Moondog, el vikingo de la Sexta Avenida

Desde la tierra de nadie entre el jazz de la era de las big bands, la tradición amerindia y la música barroca, Louis Thomas Hardin creó una extraña vanguardia que prefiguró el arte del minimalismo salido de los conservatorios

28 junio, 2023 19:00

Esta gran historia americana comienza con un terrible accidente. Algunos, tal vez para redondear el relato, dicen que ocurrió un 4 de octubre, mientras deambulaba por un pueblecito cualquiera de Kansas durante las fiestas del Día de la Independencia en Marysville. Lo que sí sabemos con certeza es que, a los 16 años, un muchacho de los Estados Unidos arcanos y polvorientos, de aquel País Llamado Medio Oeste al que cantó Dylan en With God on our side, vio en el suelo un objeto que no supo identificar y justo en el momento en que se agachó y lo cogió, antes de reparar en que se trataba de un cartucho de pólvora, éste le explotó en la cara. 

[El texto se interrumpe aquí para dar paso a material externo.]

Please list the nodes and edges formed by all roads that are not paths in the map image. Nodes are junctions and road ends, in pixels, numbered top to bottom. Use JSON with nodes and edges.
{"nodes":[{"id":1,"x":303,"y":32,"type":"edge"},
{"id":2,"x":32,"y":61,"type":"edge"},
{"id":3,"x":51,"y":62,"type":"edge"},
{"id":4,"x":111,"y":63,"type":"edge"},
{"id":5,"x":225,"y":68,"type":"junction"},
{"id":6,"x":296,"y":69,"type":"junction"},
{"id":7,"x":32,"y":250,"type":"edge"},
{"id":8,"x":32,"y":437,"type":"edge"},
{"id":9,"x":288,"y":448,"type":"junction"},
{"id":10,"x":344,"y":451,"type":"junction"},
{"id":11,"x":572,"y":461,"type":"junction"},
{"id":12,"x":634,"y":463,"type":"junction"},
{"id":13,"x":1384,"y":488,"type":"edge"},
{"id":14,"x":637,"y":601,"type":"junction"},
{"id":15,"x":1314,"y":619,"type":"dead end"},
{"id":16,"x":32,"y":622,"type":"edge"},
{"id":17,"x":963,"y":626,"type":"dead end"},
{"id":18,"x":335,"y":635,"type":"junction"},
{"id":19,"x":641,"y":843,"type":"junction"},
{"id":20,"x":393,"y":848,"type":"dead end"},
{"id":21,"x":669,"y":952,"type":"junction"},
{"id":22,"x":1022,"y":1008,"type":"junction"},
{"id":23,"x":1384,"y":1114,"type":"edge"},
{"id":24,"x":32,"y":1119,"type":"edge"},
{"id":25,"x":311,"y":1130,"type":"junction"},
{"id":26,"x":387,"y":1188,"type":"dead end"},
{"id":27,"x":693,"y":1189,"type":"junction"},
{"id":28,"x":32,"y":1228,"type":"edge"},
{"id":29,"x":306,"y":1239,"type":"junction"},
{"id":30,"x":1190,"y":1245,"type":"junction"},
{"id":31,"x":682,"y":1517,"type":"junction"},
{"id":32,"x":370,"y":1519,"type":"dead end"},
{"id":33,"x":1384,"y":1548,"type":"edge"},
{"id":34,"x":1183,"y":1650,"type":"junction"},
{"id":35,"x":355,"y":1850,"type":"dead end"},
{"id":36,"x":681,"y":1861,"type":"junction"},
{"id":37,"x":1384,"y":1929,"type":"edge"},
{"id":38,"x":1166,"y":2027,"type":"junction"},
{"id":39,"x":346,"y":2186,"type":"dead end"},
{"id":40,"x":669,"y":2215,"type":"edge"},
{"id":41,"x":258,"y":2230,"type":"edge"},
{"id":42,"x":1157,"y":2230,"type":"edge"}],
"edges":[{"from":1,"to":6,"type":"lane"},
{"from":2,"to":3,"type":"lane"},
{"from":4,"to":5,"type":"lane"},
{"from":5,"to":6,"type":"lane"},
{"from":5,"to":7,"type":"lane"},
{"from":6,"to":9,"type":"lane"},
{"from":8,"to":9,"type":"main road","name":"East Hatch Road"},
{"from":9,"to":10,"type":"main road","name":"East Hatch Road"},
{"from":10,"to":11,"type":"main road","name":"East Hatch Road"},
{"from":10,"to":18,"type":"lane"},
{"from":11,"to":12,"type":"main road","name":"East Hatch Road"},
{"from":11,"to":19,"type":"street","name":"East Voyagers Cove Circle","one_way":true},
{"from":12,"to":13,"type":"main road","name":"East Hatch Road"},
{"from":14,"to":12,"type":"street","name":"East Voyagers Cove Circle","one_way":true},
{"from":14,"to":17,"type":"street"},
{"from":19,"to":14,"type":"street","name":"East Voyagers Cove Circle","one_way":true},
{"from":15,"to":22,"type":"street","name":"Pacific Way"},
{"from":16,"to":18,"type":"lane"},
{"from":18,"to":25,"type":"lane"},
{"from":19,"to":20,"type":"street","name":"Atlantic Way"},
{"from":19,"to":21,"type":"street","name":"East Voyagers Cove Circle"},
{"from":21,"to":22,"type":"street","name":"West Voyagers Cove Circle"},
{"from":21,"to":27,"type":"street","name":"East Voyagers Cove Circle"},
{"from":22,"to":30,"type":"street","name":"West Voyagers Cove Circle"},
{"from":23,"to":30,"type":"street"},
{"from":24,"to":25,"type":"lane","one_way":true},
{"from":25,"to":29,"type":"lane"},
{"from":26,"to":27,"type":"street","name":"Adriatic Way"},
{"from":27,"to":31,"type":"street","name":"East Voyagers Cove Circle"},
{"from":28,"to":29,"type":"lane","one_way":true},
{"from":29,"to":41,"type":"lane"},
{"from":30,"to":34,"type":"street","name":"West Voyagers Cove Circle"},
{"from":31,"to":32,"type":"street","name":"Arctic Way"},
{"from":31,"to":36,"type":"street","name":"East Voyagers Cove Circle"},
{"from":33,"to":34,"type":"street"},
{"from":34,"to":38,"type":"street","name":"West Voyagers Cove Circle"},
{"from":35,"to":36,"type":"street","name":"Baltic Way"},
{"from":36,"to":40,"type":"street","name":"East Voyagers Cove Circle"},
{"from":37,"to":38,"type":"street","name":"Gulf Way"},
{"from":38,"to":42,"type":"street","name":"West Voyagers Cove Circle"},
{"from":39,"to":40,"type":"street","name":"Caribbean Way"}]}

De este modo perdió la vista para siempre Louis Thomas Hardin (Marysville, 1916–Munster, 1999), fruto de una familia de estricta moral episcopaliana y primo lejano, por cierto, de John Wesley Hardin, el forajido de leyenda. Tras el accidente, que por lo demás coincidió casi exactamente con el momento en que sus padres decidieron separarse, el chaval sólo encontraba sosiego en la música, particularmente en aquella de naturaleza hipnótica y espiritual, sobre todo la de Bach y las percusiones que acompañaban los rituales de los apajos, que conocía bien porque una comunidad de este pueblo nativo americano quedaba cerca de su casa y su padre lo llevaba con frecuencia a sus celebraciones. El otro consuelo al que se aferró el adolescente Hardin eran los libros de mitología –la nórdica le cautivó hasta casi la obsesión–, los ensayos de filosofía y toda clase de literatura científica que su hermana le leía durante horas, incansablemente. 

Moondog

Moondog

Si nos ponemos estupendos, podemos emparentar a Hardin –al que pronto pasaremos a llamar Moondog, el alias con el que realizaría sus singulares hazañas– con alguno de esos personajes de la inagotable cultura de la Antigüedad –pongamos Tiresias o recordemos a Fineo, el rey de Tracia– que se vuelven ciegos pero son compensados por los dioses con el precioso don de anticiparse al futuro.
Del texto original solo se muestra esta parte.